## Required work
Gather each line of the entries below that includes "Lorong".

(Stored data entries)
━━━━━━━━━━━━━━━━
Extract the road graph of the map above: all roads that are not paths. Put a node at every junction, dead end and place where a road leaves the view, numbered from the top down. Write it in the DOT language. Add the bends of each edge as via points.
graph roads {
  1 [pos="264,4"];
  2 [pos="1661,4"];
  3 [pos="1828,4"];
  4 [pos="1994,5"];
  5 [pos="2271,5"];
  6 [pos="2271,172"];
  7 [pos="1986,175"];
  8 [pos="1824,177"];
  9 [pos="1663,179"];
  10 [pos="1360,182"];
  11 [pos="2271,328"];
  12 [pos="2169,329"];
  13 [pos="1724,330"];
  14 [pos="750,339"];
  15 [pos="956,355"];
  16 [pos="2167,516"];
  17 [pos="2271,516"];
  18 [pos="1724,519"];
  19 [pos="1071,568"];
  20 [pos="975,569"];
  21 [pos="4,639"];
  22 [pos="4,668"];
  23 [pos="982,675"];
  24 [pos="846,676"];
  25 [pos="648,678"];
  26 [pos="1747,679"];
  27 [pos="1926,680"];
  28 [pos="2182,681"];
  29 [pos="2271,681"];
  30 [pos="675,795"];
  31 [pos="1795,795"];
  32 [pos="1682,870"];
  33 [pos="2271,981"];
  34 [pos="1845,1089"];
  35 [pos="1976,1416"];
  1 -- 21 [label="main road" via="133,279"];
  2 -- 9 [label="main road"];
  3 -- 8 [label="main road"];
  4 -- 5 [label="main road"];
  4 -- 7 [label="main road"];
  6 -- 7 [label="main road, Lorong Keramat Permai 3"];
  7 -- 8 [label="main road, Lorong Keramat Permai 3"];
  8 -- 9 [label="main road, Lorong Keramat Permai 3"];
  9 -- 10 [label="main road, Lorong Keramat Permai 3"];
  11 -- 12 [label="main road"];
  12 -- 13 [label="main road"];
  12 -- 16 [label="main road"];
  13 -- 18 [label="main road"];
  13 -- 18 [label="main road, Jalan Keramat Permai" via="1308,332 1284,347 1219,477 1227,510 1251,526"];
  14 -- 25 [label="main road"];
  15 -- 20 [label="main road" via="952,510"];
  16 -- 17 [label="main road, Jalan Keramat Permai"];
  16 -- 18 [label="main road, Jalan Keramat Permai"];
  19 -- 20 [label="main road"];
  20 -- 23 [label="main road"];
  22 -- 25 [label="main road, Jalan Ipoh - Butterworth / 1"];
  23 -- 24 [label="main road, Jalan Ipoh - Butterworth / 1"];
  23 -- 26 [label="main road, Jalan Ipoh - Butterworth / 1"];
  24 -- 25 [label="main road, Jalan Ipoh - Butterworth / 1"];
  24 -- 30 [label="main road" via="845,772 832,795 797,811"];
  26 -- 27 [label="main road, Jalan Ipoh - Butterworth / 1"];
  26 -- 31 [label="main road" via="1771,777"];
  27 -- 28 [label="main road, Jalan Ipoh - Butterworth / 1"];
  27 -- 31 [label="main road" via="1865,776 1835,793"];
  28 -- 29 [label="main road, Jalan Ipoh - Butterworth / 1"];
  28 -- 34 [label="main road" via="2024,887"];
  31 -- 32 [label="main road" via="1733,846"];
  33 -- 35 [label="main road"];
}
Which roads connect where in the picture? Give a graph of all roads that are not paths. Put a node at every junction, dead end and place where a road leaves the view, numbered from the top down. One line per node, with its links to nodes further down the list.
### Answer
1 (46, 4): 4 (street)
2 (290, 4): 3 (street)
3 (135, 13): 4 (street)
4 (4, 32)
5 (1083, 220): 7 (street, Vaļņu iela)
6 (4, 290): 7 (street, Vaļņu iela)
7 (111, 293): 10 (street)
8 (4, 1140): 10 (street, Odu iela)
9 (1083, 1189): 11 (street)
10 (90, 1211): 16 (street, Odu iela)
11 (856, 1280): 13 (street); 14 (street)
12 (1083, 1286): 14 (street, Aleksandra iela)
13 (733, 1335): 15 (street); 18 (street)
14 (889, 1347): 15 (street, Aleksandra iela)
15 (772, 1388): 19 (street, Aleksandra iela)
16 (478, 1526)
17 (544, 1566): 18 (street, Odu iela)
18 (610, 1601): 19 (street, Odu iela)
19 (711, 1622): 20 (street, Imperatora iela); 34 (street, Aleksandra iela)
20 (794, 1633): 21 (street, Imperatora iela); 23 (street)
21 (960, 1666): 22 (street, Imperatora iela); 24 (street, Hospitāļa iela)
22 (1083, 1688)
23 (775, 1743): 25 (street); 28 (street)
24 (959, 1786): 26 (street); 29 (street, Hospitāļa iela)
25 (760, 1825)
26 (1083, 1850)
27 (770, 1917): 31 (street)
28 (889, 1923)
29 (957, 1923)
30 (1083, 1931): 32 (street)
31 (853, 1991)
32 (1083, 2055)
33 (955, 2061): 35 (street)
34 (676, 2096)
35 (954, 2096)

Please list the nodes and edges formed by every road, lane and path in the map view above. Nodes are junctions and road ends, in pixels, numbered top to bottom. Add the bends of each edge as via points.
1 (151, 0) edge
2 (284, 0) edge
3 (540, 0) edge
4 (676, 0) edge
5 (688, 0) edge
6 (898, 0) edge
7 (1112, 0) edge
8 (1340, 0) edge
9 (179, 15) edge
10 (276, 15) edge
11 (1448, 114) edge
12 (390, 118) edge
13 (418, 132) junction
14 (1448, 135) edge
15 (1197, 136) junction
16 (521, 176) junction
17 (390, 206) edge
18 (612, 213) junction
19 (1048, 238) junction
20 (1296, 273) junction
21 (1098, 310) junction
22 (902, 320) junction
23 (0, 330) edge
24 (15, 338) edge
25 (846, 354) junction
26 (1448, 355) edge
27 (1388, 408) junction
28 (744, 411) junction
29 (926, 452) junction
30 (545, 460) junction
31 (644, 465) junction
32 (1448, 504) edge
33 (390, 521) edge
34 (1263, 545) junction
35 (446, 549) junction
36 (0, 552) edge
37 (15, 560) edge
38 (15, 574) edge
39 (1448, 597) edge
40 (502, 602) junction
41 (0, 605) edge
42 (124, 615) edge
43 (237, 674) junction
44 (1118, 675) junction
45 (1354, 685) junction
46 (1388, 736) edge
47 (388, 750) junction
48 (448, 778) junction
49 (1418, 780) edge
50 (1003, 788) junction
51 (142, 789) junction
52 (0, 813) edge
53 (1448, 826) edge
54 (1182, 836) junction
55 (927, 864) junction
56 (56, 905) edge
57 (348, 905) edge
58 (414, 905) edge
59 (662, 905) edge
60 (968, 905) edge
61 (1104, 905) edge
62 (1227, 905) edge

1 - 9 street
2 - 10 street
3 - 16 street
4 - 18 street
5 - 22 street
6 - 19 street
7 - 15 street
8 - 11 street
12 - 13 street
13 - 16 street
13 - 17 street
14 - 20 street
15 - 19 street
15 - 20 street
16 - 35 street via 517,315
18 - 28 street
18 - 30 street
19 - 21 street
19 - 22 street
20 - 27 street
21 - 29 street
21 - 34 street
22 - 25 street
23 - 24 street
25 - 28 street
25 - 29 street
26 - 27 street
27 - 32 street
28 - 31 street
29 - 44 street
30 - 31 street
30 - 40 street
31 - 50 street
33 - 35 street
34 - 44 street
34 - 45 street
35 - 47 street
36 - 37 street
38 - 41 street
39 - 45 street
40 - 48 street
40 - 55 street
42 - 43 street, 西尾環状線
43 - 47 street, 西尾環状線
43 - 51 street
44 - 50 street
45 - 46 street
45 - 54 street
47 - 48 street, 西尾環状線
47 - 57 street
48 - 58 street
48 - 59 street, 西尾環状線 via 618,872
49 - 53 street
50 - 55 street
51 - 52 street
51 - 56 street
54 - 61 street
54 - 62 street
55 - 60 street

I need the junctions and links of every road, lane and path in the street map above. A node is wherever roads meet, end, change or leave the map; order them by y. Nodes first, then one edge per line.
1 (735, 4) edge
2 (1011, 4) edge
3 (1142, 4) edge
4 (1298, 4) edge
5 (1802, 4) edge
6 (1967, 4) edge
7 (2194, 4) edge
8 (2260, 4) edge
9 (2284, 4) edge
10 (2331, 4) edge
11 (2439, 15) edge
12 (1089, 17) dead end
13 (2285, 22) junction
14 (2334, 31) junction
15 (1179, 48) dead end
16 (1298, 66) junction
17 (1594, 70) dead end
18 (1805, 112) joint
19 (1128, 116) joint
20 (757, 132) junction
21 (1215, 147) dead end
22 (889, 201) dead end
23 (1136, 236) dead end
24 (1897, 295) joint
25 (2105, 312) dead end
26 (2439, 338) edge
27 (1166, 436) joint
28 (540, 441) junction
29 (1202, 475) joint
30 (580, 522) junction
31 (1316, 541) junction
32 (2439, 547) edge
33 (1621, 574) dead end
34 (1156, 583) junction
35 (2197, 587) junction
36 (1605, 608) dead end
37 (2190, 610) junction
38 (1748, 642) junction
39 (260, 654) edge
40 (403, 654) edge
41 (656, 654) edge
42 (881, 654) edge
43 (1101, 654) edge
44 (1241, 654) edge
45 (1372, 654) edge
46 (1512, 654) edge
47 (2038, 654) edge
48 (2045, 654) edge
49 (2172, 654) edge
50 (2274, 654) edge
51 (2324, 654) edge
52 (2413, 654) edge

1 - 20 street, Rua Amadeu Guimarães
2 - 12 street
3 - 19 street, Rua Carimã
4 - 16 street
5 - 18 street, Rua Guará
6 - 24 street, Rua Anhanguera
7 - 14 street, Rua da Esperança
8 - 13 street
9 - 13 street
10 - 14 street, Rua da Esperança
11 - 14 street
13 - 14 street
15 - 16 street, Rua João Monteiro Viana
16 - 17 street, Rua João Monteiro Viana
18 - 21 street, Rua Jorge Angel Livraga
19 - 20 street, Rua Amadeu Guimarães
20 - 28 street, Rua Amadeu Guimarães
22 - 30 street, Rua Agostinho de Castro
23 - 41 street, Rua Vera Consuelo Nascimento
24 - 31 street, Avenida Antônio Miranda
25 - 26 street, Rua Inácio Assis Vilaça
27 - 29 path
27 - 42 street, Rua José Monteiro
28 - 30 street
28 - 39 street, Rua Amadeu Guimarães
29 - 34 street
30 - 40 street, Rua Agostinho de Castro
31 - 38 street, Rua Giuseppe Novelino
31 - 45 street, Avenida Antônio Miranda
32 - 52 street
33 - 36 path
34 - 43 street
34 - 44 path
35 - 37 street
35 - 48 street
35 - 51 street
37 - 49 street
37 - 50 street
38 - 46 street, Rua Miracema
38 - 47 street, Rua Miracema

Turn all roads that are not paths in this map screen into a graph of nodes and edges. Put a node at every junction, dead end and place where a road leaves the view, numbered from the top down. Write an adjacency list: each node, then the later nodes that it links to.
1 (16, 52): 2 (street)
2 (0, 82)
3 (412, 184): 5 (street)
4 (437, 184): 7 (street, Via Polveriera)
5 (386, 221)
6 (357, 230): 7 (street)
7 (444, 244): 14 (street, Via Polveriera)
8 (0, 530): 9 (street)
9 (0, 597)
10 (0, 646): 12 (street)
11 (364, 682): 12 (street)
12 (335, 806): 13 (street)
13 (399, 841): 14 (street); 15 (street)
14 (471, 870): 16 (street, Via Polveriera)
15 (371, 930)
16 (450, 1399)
━━━━━━━━━━━━━━━━
## Written answer
  6 -- 7 [label="main road, Lorong Keramat Permai 3"];
  7 -- 8 [label="main road, Lorong Keramat Permai 3"];
  8 -- 9 [label="main road, Lorong Keramat Permai 3"];
  9 -- 10 [label="main road, Lorong Keramat Permai 3"];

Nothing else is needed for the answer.